Economy Could Drown If Re Pool Isn’t Created

Expect a fierce battle in Washington over the creation of some sort of federal reinsurance mechanism to back up private insurers in case of another major terrorist attack like the Sept. 11 destruction of New York’s World Trade Center.

We commend the insurance industry for its quick action to formulate a compromise proposal from four different plans put forth by various insurance company associations. The result was a plan to create a state-chartered mutual reinsurer, Homeland Security, to cover property-casualty risks via two separate pools–one for personal lines, the other for commercial.

However, the Bush administration has entered the fray with a plan of its own under which losses from a terrorism event would be shared between private insurers and the government. The program would run for three years, with the share of losses divvied up differently each year.

In addition to having certain fundamental problems with the industry’s proposal, the administration believes the industry’s plan is too complex to be set up in so short a time, with Congress set to adjourn soon. Thus, the White House came up with a streamlined version of a straightforward quota-share reinsurance deal of its own that would expire in three years.

The Bush plan is already taking its lumps from both sides of the debate. Foes in Congress oppose what they decry as a bailout of a still healthy insurance industry. Meanwhile, certain insurance officials believe the administration’s plan would be in place for too short a time to be effective, while still leaving private carriers on the hook for unacceptably high catastrophic losses.

Push will definitely come to shove on this issue, but the industry, Congress and the White House must find a way to pass a compromise plan before Congress adjourns. The stakes are too high to delay. With Jan. 1 renewals looming, and reinsurers insisting that terrorism must be excluded to maintain their solvency, failure to act could have massive repercussions for a fragile economy.

Without reinsurance support, insurers will have to exclude terrorism attacks, leaving builders and lenders in the lurch and many construction and investment plans abandoned on the drawing board. We are already on the brink of a recession, so a serious withdrawal of insurance capacity now could push the economy over the cliff.

Like it or not, the insurance industry needs to be prepared to support the Bush administration’s proposal. While it might not be the industry’s first choice, it could be the only alternative.

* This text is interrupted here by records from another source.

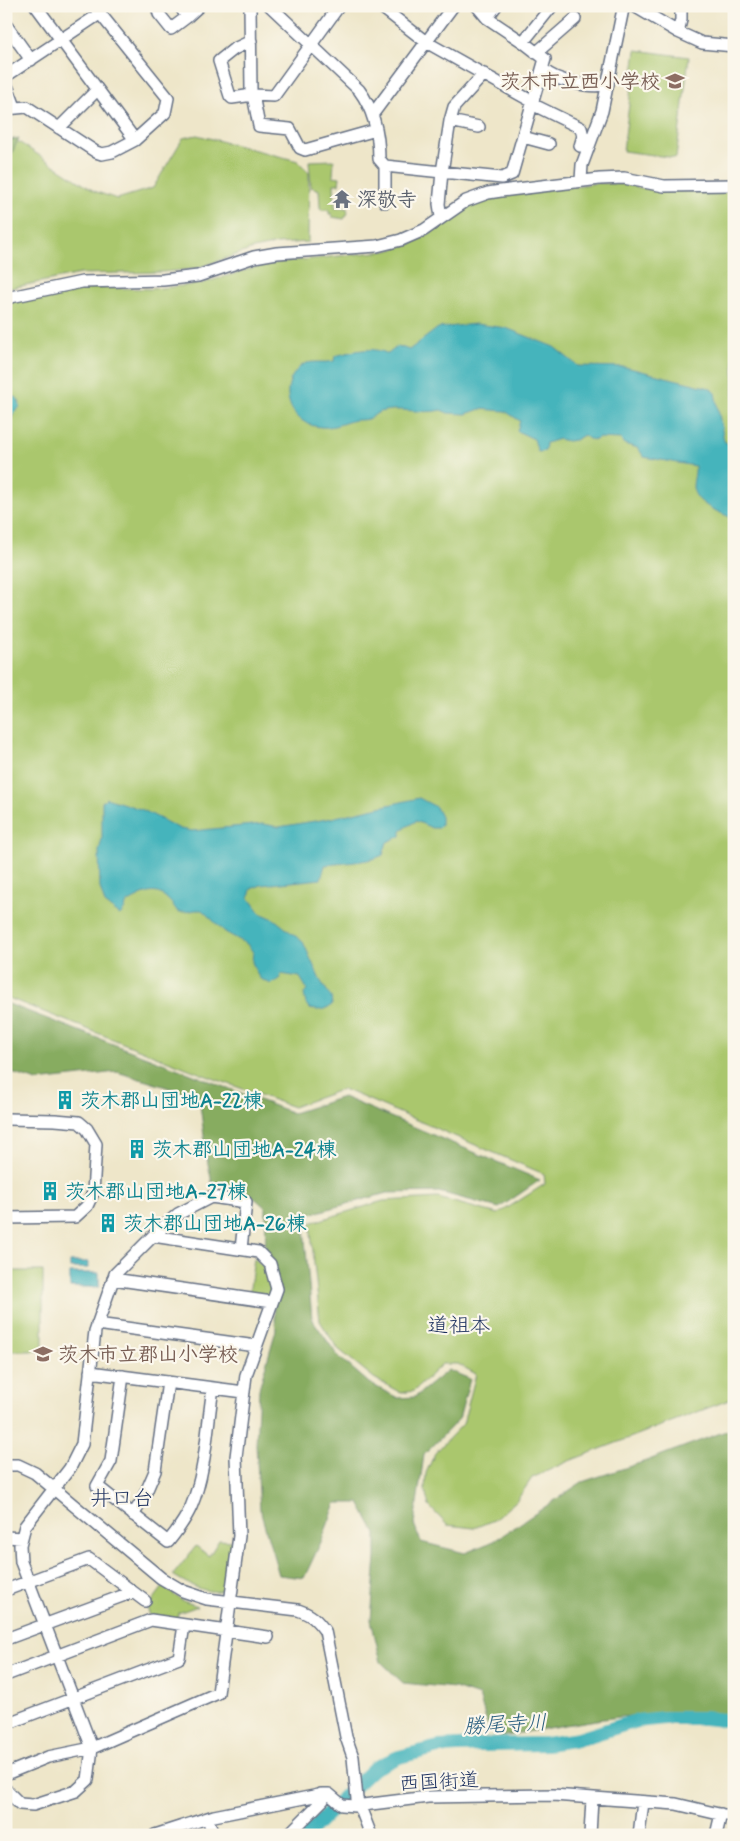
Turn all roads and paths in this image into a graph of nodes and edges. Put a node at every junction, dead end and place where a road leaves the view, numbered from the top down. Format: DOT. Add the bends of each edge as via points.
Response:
graph roads {
  1 [pos="36,6"];
  2 [pos="157,6"];
  3 [pos="180,6"];
  4 [pos="200,6"];
  5 [pos="250,6"];
  6 [pos="270,6"];
  7 [pos="340,6"];
  8 [pos="380,6"];
  9 [pos="453,6"];
  10 [pos="477,6"];
  11 [pos="496,6"];
  12 [pos="552,6"];
  13 [pos="628,6"];
  14 [pos="634,6"];
  15 [pos="681,6"];
  16 [pos="97,10"];
  17 [pos="187,17"];
  18 [pos="487,18"];
  19 [pos="576,19"];
  20 [pos="6,25"];
  21 [pos="678,32"];
  22 [pos="61,40"];
  23 [pos="251,41"];
  24 [pos="426,42"];
  25 [pos="523,42"];
  26 [pos="311,45"];
  27 [pos="734,46"];
  28 [pos="536,53"];
  29 [pos="31,60"];
  30 [pos="543,69"];
  31 [pos="484,74"];
  32 [pos="6,76"];
  33 [pos="6,83"];
  34 [pos="608,84"];
  35 [pos="98,90"];
  36 [pos="253,96"];
  37 [pos="533,102"];
  38 [pos="11,108"];
  39 [pos="372,115"];
  40 [pos="450,121"];
  41 [pos="479,127"];
  42 [pos="59,128"];
  43 [pos="376,130"];
  44 [pos="523,137"];
  45 [pos="135,140"];
  46 [pos="549,144"];
  47 [pos="580,146"];
  48 [pos="385,166"];
  49 [pos="442,172"];
  50 [pos="581,180"];
  51 [pos="734,185"];
  52 [pos="385,202"];
  53 [pos="440,218"];
  54 [pos="6,298"];
  55 [pos="6,1119"];
  56 [pos="6,1218"];
  57 [pos="154,1236"];
  58 [pos="240,1250"];
  59 [pos="113,1279"];
  60 [pos="272,1302"];
  61 [pos="97,1324"];
  62 [pos="256,1346"];
  63 [pos="90,1372"];
  64 [pos="123,1376"];
  65 [pos="168,1382"];
  66 [pos="213,1388"];
  67 [pos="244,1392"];
  68 [pos="6,1465"];
  69 [pos="53,1488"];
  70 [pos="133,1515"];
  71 [pos="6,1537"];
  72 [pos="22,1538"];
  73 [pos="28,1582"];
  74 [pos="6,1590"];
  75 [pos="133,1592"];
  76 [pos="145,1601"];
  77 [pos="231,1602"];
  78 [pos="45,1624"];
  79 [pos="184,1625"];
  80 [pos="226,1631"];
  81 [pos="268,1637"];
  82 [pos="6,1639"];
  83 [pos="57,1656"];
  84 [pos="6,1675"];
  85 [pos="73,1699"];
  86 [pos="6,1724"];
  87 [pos="92,1748"];
  88 [pos="6,1774"];
  89 [pos="6,1790"];
  90 [pos="325,1794"];
  91 [pos="592,1799"];
  92 [pos="643,1802"];
  93 [pos="356,1803"];
  94 [pos="720,1814"];
  95 [pos="734,1815"];
  96 [pos="208,1818"];
  97 [pos="173,1832"];
  98 [pos="155,1835"];
  99 [pos="212,1835"];
  100 [pos="288,1835"];
  101 [pos="371,1835"];
  102 [pos="590,1835"];
  103 [pos="639,1835"];
  104 [pos="716,1835"];
  1 -- 22 [label="street"];
  2 -- 17 [label="street" via="171,29"];
  3 -- 17 [label="street"];
  4 -- 17 [label="street"];
  5 -- 23 [label="street"];
  6 -- 26 [label="street"];
  7 -- 26 [label="street"];
  8 -- 24 [label="street"];
  9 -- 24 [label="street"];
  10 -- 18 [label="street"];
  11 -- 18 [label="street"];
  12 -- 25 [label="street"];
  13 -- 34 [label="street" via="623,9"];
  14 -- 21 [label="street"];
  15 -- 21 [label="street"];
  16 -- 22 [label="street"];
  16 -- 45 [label="street" via="168,98 165,113"];
  18 -- 25 [label="street"];
  19 -- 28 [label="street"];
  20 -- 29 [label="street"];
  21 -- 27 [label="street" via="702,43"];
  22 -- 29 [label="street"];
  22 -- 35 [label="street"];
  23 -- 36 [label="street"];
  23 -- 36 [label="street" via="234,48 219,61 230,96"];
  24 -- 31 [label="street"];
  24 -- 39 [label="street"];
  25 -- 28 [label="street"];
  26 -- 36 [label="street" via="274,96"];
  26 -- 39 [label="street" via="359,90"];
  28 -- 30 [label="street" via="545,60"];
  29 -- 32 [label="street"];
  30 -- 34 [label="street" via="547,74 582,85 598,87"];
  30 -- 37 [label="street"];
  31 -- 37 [label="street"];
  31 -- 40 [label="street" via="454,107"];
  33 -- 38 [label="street"];
  34 -- 50 [label="street" via="602,111 582,165"];
  35 -- 42 [label="street"];
  35 -- 45 [label="street"];
  36 -- 43 [label="street" via="259,126 290,129 300,148 305,150"];
  37 -- 44 [label="street"];
  37 -- 47 [label="street" via="581,128"];
  38 -- 42 [label="street" via="28,107"];
  39 -- 43 [label="street"];
  40 -- 41 [label="street"];
  40 -- 49 [label="street"];
  42 -- 45 [label="street" via="102,154"];
  43 -- 48 [label="street" via="379,159"];
  44 -- 46 [label="street"];
  44 -- 49 [label="street" via="512,174 502,178"];
  48 -- 49 [label="street"];
  48 -- 52 [label="street"];
  49 -- 53 [label="street" via="438,204"];
  50 -- 51 [label="street" via="624,178 664,186"];
  50 -- 53 [label="street" via="488,193 466,201"];
  53 -- 54 [label="street" via="424,230 377,246 277,253 254,257 198,276 82,282"];
  55 -- 56 [label="street" via="79,1122 96,1144 93,1194 87,1206 75,1217"];
  57 -- 58 [label="street"];
  57 -- 58 [label="street" via="178,1214 211,1198 246,1202"];
  57 -- 59 [label="street"];
  58 -- 60 [label="street" via="258,1252 270,1264 277,1289"];
  59 -- 60 [label="street"];
  59 -- 61 [label="street"];
  60 -- 62 [label="street"];
  61 -- 62 [label="street"];
  61 -- 63 [label="street"];
  62 -- 67 [label="street"];
  63 -- 64 [label="street"];
  63 -- 69 [label="street" via="82,1444 70,1468"];
  64 -- 65 [label="street"];
  64 -- 70 [label="street" via="111,1462 97,1486"];
  65 -- 66 [label="street"];
  65 -- 70 [label="street" via="155,1471"];
  66 -- 67 [label="street"];
  66 -- 70 [label="street" via="200,1480 180,1527 168,1542"];
  67 -- 77 [label="street" via="236,1457 239,1536"];
  68 -- 69 [label="street" via="18,1465 35,1473"];
  69 -- 72 [label="street" via="25,1526"];
  69 -- 77 [label="street" via="161,1578 183,1591"];
  71 -- 72 [label="street"];
  72 -- 73 [label="street" via="21,1562"];
  73 -- 74 [label="street"];
  73 -- 75 [label="street" via="90,1559"];
  73 -- 78 [label="street"];
  75 -- 76 [label="street"];
  75 -- 78 [label="street"];
  77 -- 80 [label="street"];
  77 -- 93 [label="street" via="298,1610 310,1614 324,1631 353,1757"];
  78 -- 82 [label="street"];
  78 -- 83 [label="street"];
  79 -- 80 [label="street"];
  79 -- 83 [label="street" via="151,1620"];
  79 -- 85 [label="street" via="179,1658"];
  80 -- 81 [label="street"];
  80 -- 87 [label="street" via="218,1693"];
  83 -- 84 [label="street"];
  83 -- 85 [label="street"];
  85 -- 86 [label="street"];
  85 -- 87 [label="street"];
  87 -- 88 [label="street" via="48,1757"];
  87 -- 89 [label="street" via="88,1780 76,1791 33,1805 20,1804"];
  90 -- 93 [label="street" via="342,1805"];
  90 -- 96 [label="street"];
  90 -- 100 [label="street" via="323,1800"];
  91 -- 92 [label="street, 西国街道"];
  91 -- 93 [label="street, 西国街道" via="553,1796 428,1797"];
  91 -- 102 [label="street"];
  92 -- 94 [label="street, 西国街道" via="676,1804"];
  92 -- 103 [label="street"];
  93 -- 101 [label="street"];
  94 -- 95 [label="street, 西国街道"];
  94 -- 104 [label="street"];
  96 -- 97 [label="street"];
  96 -- 99 [label="street"];
  97 -- 98 [label="street"];
}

Without Bush administration support, the joint industry-backed initiative is likely dead. There is too little time remaining before Congress adjourns to fight the President’s plan. It would simply lead to delay, and with January renewals just around the corner, delay is the one thing the industry cannot afford.

Whatever the merits of the industry’s arguments, the political realities cannot be ignored. Any plan, even one that is less than satisfying, is better than no plan at all if inaction means a commercial insurance vacuum that sucks the life out of the U.S. economy.


Reproduced from National Underwriter Property & Casualty/Risk & Benefits Management Edition, October 22, 2001. Copyright 2001 by The National Underwriter Company in the serial publication. All rights reserved.Copyright in this article as an independent work may be held by the author.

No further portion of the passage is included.